▶ Assignment:
Return the data below unaltered, but strip out the pictures.
(Exercise data begins)
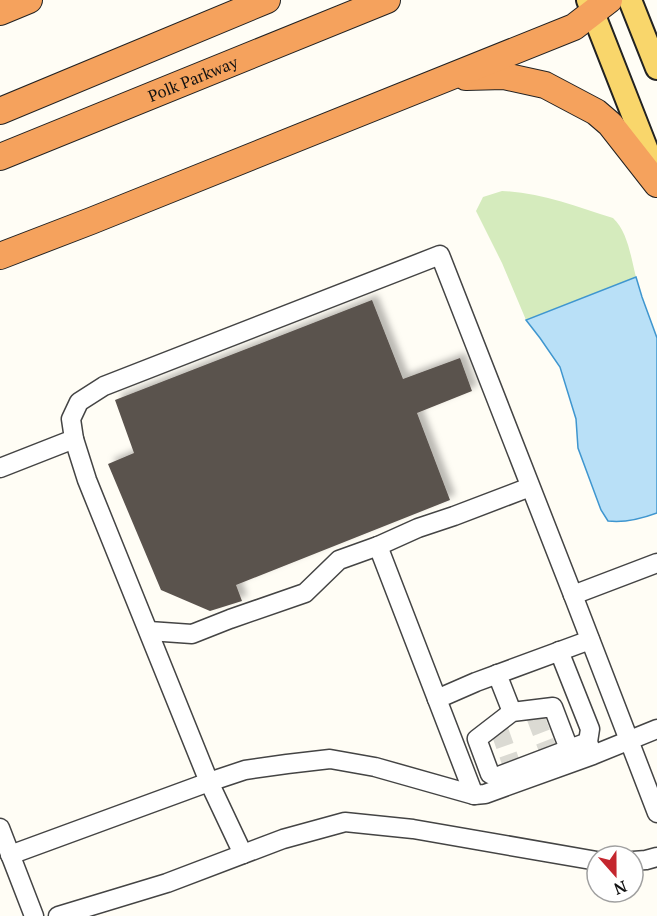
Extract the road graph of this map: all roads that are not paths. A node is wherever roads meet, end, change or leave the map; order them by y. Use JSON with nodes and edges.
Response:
{"nodes":[{"id":1,"x":29,"y":0,"type":"edge"},
{"id":2,"x":267,"y":0,"type":"edge"},
{"id":3,"x":387,"y":0,"type":"edge"},
{"id":4,"x":630,"y":0,"type":"edge"},
{"id":5,"x":597,"y":4,"type":"edge"},
{"id":6,"x":0,"y":12,"type":"edge"},
{"id":7,"x":657,"y":68,"type":"edge"},
{"id":8,"x":448,"y":78,"type":"junction"},
{"id":9,"x":0,"y":111,"type":"edge"},
{"id":10,"x":0,"y":157,"type":"edge"},
{"id":11,"x":657,"y":176,"type":"edge"},
{"id":12,"x":657,"y":184,"type":"edge"},
{"id":13,"x":0,"y":256,"type":"edge"},
{"id":14,"x":74,"y":440,"type":"junction"},
{"id":15,"x":0,"y":468,"type":"edge"},
{"id":16,"x":530,"y":487,"type":"junction"},
{"id":17,"x":378,"y":546,"type":"junction"},
{"id":18,"x":657,"y":563,"type":"edge"},
{"id":19,"x":573,"y":596,"type":"junction"},
{"id":20,"x":149,"y":631,"type":"junction"},
{"id":21,"x":590,"y":640,"type":"junction"},
{"id":22,"x":559,"y":651,"type":"junction"},
{"id":23,"x":497,"y":674,"type":"junction"},
{"id":24,"x":437,"y":699,"type":"junction"},
{"id":25,"x":512,"y":711,"type":"junction"},
{"id":26,"x":535,"y":716,"type":"dead end"},
{"id":27,"x":499,"y":729,"type":"dead end"},
{"id":28,"x":657,"y":729,"type":"edge"},
{"id":29,"x":628,"y":740,"type":"junction"},
{"id":30,"x":569,"y":749,"type":"junction"},
{"id":31,"x":591,"y":749,"type":"junction"},
{"id":32,"x":551,"y":758,"type":"junction"},
{"id":33,"x":515,"y":772,"type":"junction"},
{"id":34,"x":209,"y":782,"type":"junction"},
{"id":35,"x":474,"y":795,"type":"junction"},
{"id":36,"x":657,"y":813,"type":"edge"},
{"id":37,"x":0,"y":828,"type":"edge"},
{"id":38,"x":243,"y":854,"type":"junction"},
{"id":39,"x":10,"y":855,"type":"junction"},
{"id":40,"x":585,"y":859,"type":"edge"},
{"id":41,"x":34,"y":916,"type":"edge"},
{"id":42,"x":58,"y":916,"type":"edge"}],
"edges":[{"from":1,"to":6,"type":"highway"},
{"from":2,"to":9,"type":"highway"},
{"from":3,"to":10,"type":"highway","name":"Polk Parkway"},
{"from":4,"to":7,"type":"main road"},
{"from":5,"to":8,"type":"highway"},
{"from":5,"to":11,"type":"main road"},
{"from":8,"to":12,"type":"highway"},
{"from":8,"to":13,"type":"highway"},
{"from":14,"to":15,"type":"lane"},
{"from":14,"to":16,"type":"lane"},
{"from":14,"to":20,"type":"lane"},
{"from":16,"to":17,"type":"lane"},
{"from":16,"to":19,"type":"lane"},
{"from":17,"to":20,"type":"lane"},
{"from":17,"to":24,"type":"lane"},
{"from":18,"to":19,"type":"lane"},
{"from":19,"to":21,"type":"lane"},
{"from":20,"to":34,"type":"lane"},
{"from":21,"to":22,"type":"lane"},
{"from":21,"to":29,"type":"lane"},
{"from":22,"to":23,"type":"lane"},
{"from":22,"to":31,"type":"lane"},
{"from":23,"to":24,"type":"lane"},
{"from":23,"to":25,"type":"lane"},
{"from":24,"to":35,"type":"lane"},
{"from":25,"to":26,"type":"lane"},
{"from":25,"to":27,"type":"lane"},
{"from":25,"to":30,"type":"lane"},
{"from":25,"to":33,"type":"lane"},
{"from":28,"to":29,"type":"lane"},
{"from":29,"to":31,"type":"lane"},
{"from":29,"to":36,"type":"lane"},
{"from":30,"to":31,"type":"lane"},
{"from":30,"to":32,"type":"lane"},
{"from":31,"to":32,"type":"lane"},
{"from":32,"to":33,"type":"lane"},
{"from":33,"to":35,"type":"lane"},
{"from":34,"to":35,"type":"lane"},
{"from":34,"to":38,"type":"lane"},
{"from":34,"to":39,"type":"lane"},
{"from":37,"to":39,"type":"lane"},
{"from":38,"to":40,"type":"lane"},
{"from":38,"to":42,"type":"lane"},
{"from":39,"to":41,"type":"lane"}]}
(Exercise data ends)
▶ Result:
Extract the road graph of this map: all roads that are not paths. A node is wherever roads meet, end, change or leave the map; order them by y. Use JSON with nodes and edges.
Response:
{"nodes":[{"id":1,"x":29,"y":0,"type":"edge"},
{"id":2,"x":267,"y":0,"type":"edge"},
{"id":3,"x":387,"y":0,"type":"edge"},
{"id":4,"x":630,"y":0,"type":"edge"},
{"id":5,"x":597,"y":4,"type":"edge"},
{"id":6,"x":0,"y":12,"type":"edge"},
{"id":7,"x":657,"y":68,"type":"edge"},
{"id":8,"x":448,"y":78,"type":"junction"},
{"id":9,"x":0,"y":111,"type":"edge"},
{"id":10,"x":0,"y":157,"type":"edge"},
{"id":11,"x":657,"y":176,"type":"edge"},
{"id":12,"x":657,"y":184,"type":"edge"},
{"id":13,"x":0,"y":256,"type":"edge"},
{"id":14,"x":74,"y":440,"type":"junction"},
{"id":15,"x":0,"y":468,"type":"edge"},
{"id":16,"x":530,"y":487,"type":"junction"},
{"id":17,"x":378,"y":546,"type":"junction"},
{"id":18,"x":657,"y":563,"type":"edge"},
{"id":19,"x":573,"y":596,"type":"junction"},
{"id":20,"x":149,"y":631,"type":"junction"},
{"id":21,"x":590,"y":640,"type":"junction"},
{"id":22,"x":559,"y":651,"type":"junction"},
{"id":23,"x":497,"y":674,"type":"junction"},
{"id":24,"x":437,"y":699,"type":"junction"},
{"id":25,"x":512,"y":711,"type":"junction"},
{"id":26,"x":535,"y":716,"type":"dead end"},
{"id":27,"x":499,"y":729,"type":"dead end"},
{"id":28,"x":657,"y":729,"type":"edge"},
{"id":29,"x":628,"y":740,"type":"junction"},
{"id":30,"x":569,"y":749,"type":"junction"},
{"id":31,"x":591,"y":749,"type":"junction"},
{"id":32,"x":551,"y":758,"type":"junction"},
{"id":33,"x":515,"y":772,"type":"junction"},
{"id":34,"x":209,"y":782,"type":"junction"},
{"id":35,"x":474,"y":795,"type":"junction"},
{"id":36,"x":657,"y":813,"type":"edge"},
{"id":37,"x":0,"y":828,"type":"edge"},
{"id":38,"x":243,"y":854,"type":"junction"},
{"id":39,"x":10,"y":855,"type":"junction"},
{"id":40,"x":585,"y":859,"type":"edge"},
{"id":41,"x":34,"y":916,"type":"edge"},
{"id":42,"x":58,"y":916,"type":"edge"}],
"edges":[{"from":1,"to":6,"type":"highway"},
{"from":2,"to":9,"type":"highway"},
{"from":3,"to":10,"type":"highway","name":"Polk Parkway"},
{"from":4,"to":7,"type":"main road"},
{"from":5,"to":8,"type":"highway"},
{"from":5,"to":11,"type":"main road"},
{"from":8,"to":12,"type":"highway"},
{"from":8,"to":13,"type":"highway"},
{"from":14,"to":15,"type":"lane"},
{"from":14,"to":16,"type":"lane"},
{"from":14,"to":20,"type":"lane"},
{"from":16,"to":17,"type":"lane"},
{"from":16,"to":19,"type":"lane"},
{"from":17,"to":20,"type":"lane"},
{"from":17,"to":24,"type":"lane"},
{"from":18,"to":19,"type":"lane"},
{"from":19,"to":21,"type":"lane"},
{"from":20,"to":34,"type":"lane"},
{"from":21,"to":22,"type":"lane"},
{"from":21,"to":29,"type":"lane"},
{"from":22,"to":23,"type":"lane"},
{"from":22,"to":31,"type":"lane"},
{"from":23,"to":24,"type":"lane"},
{"from":23,"to":25,"type":"lane"},
{"from":24,"to":35,"type":"lane"},
{"from":25,"to":26,"type":"lane"},
{"from":25,"to":27,"type":"lane"},
{"from":25,"to":30,"type":"lane"},
{"from":25,"to":33,"type":"lane"},
{"from":28,"to":29,"type":"lane"},
{"from":29,"to":31,"type":"lane"},
{"from":29,"to":36,"type":"lane"},
{"from":30,"to":31,"type":"lane"},
{"from":30,"to":32,"type":"lane"},
{"from":31,"to":32,"type":"lane"},
{"from":32,"to":33,"type":"lane"},
{"from":33,"to":35,"type":"lane"},
{"from":34,"to":35,"type":"lane"},
{"from":34,"to":38,"type":"lane"},
{"from":34,"to":39,"type":"lane"},
{"from":37,"to":39,"type":"lane"},
{"from":38,"to":40,"type":"lane"},
{"from":38,"to":42,"type":"lane"},
{"from":39,"to":41,"type":"lane"}]}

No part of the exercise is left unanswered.